* The task
Only lines with the string "pixel" matter here; gather them from the material below.
── Data ──
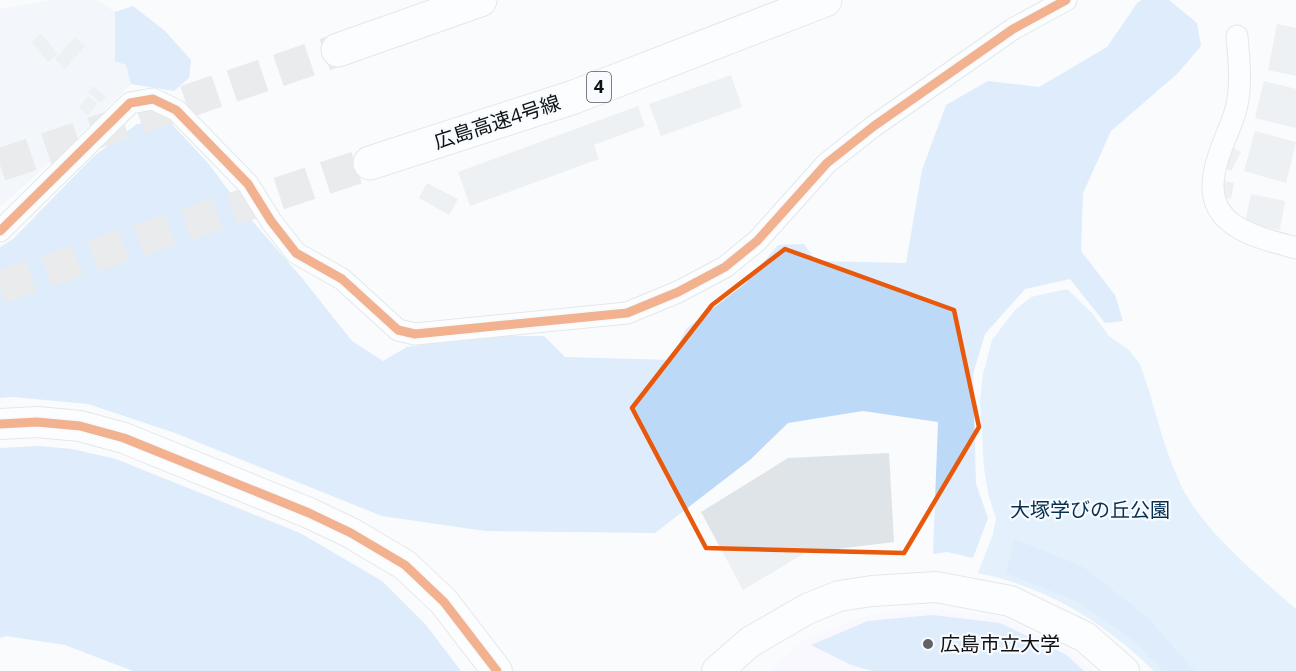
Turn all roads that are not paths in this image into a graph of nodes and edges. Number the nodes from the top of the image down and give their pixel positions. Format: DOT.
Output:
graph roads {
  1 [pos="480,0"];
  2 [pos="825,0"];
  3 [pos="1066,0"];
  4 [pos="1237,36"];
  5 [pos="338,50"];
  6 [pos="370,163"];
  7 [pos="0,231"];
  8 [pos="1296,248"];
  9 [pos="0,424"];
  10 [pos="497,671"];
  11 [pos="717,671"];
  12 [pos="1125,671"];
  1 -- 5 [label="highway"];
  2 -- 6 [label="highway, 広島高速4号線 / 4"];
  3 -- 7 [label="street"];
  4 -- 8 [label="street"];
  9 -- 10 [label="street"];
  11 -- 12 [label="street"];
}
───
── Data ──
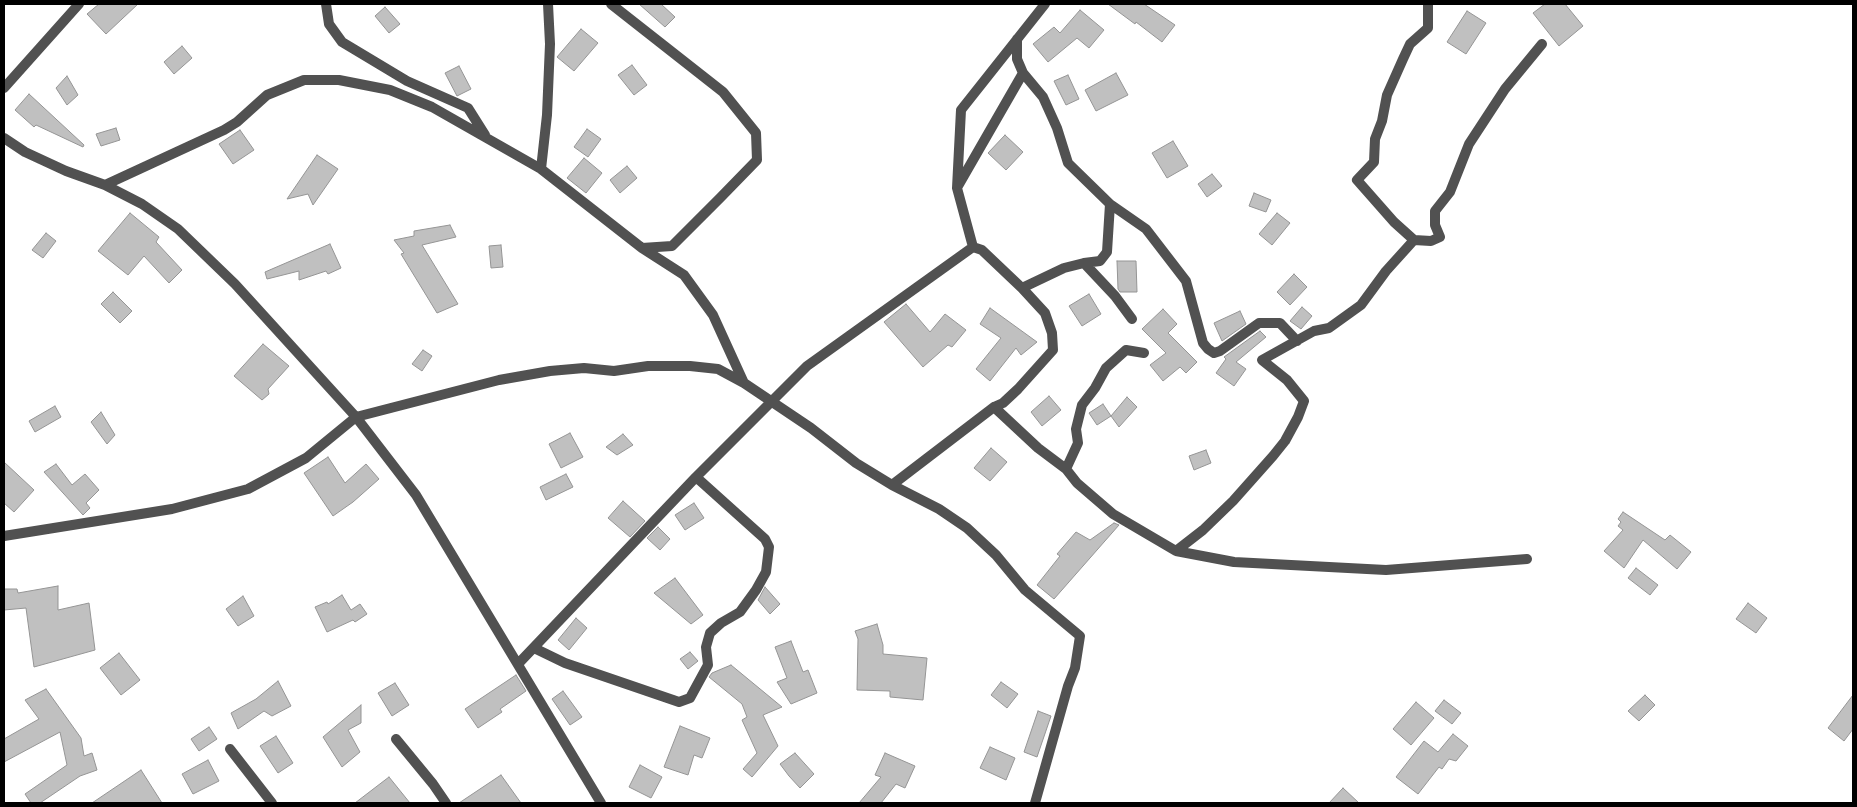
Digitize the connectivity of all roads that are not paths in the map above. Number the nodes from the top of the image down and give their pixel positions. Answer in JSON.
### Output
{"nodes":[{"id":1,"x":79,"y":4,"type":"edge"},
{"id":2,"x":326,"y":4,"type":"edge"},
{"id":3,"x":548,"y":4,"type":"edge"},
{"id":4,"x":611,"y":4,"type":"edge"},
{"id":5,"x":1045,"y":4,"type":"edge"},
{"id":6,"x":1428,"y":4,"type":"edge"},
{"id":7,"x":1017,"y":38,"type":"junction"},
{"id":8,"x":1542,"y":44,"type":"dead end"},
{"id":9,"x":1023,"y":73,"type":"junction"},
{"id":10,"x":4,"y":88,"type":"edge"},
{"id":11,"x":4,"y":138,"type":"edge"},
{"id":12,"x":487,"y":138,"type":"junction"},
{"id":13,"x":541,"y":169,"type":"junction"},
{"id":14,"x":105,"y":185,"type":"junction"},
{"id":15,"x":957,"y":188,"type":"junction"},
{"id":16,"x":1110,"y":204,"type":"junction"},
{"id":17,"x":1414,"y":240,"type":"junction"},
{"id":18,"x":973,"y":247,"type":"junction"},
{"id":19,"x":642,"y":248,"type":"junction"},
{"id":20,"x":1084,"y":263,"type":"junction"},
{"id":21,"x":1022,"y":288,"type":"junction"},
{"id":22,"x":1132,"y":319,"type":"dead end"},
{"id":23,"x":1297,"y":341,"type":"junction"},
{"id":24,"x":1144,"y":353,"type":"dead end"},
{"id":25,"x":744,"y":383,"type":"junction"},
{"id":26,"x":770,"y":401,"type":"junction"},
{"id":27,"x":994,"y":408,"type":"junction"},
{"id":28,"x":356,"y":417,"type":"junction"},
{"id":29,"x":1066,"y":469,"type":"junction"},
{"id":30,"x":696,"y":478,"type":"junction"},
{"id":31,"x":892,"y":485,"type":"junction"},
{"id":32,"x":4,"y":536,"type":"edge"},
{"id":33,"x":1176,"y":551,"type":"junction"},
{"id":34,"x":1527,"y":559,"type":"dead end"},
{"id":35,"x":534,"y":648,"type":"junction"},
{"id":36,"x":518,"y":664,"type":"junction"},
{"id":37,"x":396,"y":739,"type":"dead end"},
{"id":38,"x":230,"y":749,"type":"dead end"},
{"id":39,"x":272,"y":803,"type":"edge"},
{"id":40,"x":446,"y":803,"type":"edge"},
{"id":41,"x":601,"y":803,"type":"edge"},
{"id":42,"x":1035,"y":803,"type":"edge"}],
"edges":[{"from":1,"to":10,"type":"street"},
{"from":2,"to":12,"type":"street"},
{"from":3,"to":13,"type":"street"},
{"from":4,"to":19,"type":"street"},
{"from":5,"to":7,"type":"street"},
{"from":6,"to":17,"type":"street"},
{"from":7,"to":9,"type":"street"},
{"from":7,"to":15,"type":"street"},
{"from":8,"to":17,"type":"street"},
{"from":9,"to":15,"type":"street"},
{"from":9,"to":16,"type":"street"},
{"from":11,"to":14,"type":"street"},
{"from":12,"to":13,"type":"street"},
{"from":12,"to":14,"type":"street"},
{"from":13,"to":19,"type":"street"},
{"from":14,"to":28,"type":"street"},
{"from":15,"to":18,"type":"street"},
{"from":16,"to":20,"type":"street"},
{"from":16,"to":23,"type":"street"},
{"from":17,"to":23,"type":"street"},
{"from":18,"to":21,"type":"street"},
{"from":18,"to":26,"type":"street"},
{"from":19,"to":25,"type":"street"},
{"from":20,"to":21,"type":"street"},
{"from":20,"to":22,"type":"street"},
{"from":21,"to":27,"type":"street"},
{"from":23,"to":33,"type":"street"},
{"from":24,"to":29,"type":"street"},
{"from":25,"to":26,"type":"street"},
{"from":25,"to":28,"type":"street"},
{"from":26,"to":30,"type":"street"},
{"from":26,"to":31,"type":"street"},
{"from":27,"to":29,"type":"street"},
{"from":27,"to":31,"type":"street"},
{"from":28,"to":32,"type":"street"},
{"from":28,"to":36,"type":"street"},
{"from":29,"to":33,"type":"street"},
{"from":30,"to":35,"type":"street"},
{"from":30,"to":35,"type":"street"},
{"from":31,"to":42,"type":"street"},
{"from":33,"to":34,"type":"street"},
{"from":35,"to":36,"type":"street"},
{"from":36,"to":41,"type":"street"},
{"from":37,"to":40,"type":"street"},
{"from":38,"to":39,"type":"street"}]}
───
── Data ──
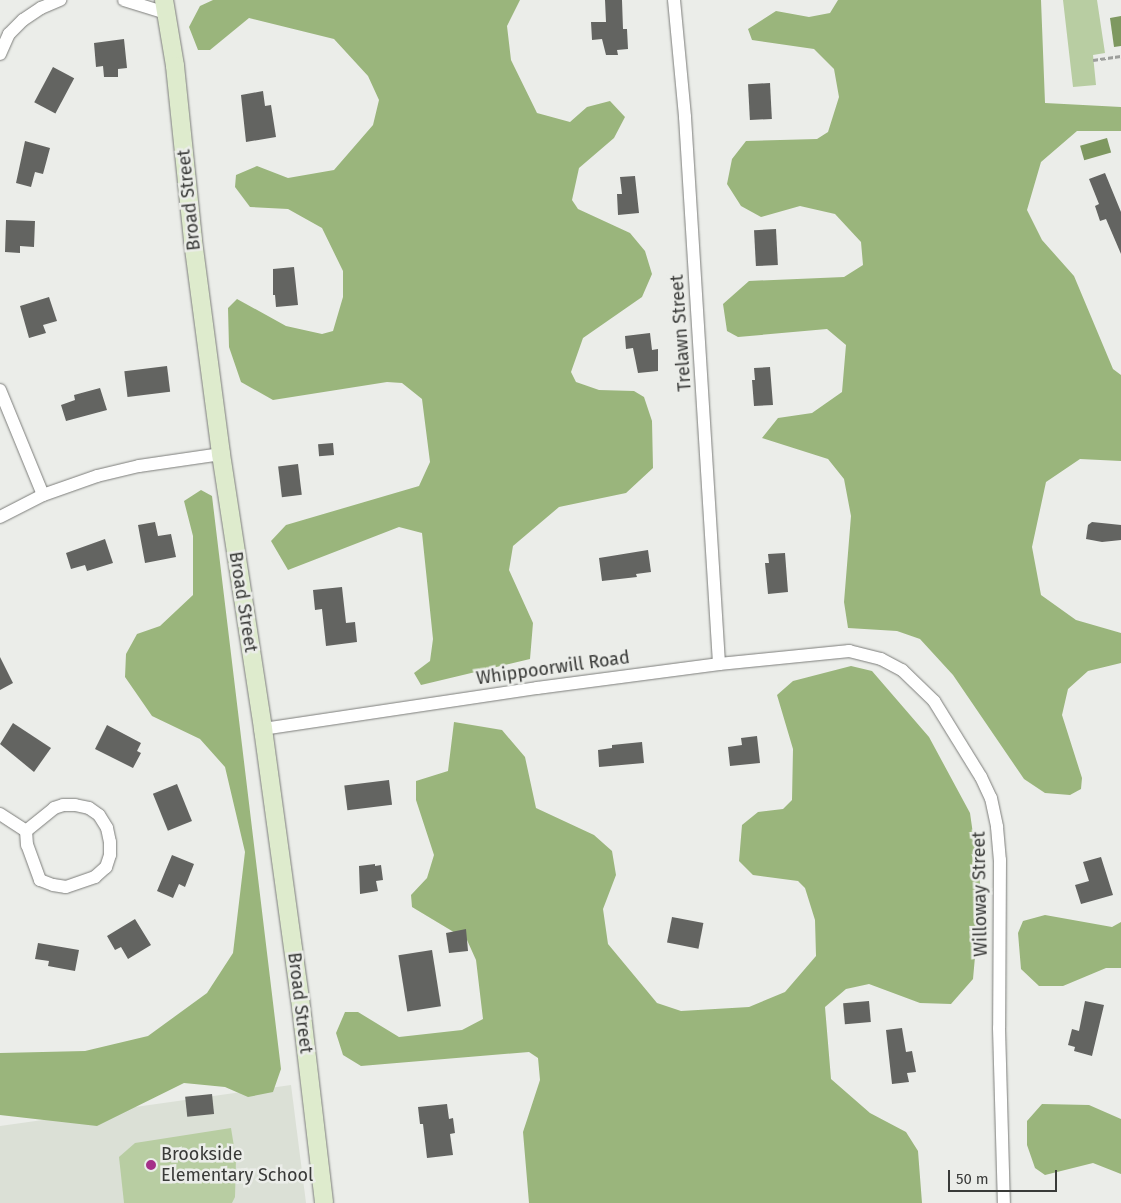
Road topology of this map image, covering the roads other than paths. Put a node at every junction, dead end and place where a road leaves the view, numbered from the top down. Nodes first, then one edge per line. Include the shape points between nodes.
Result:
───
* Exercise answer
Turn all roads that are not paths in this image into a graph of nodes and edges. Number the nodes from the top of the image down and give their pixel positions. Format: DOT.
Digitize the connectivity of all roads that are not paths in the map above. Number the nodes from the top of the image down and give their pixel positions. Answer in JSON.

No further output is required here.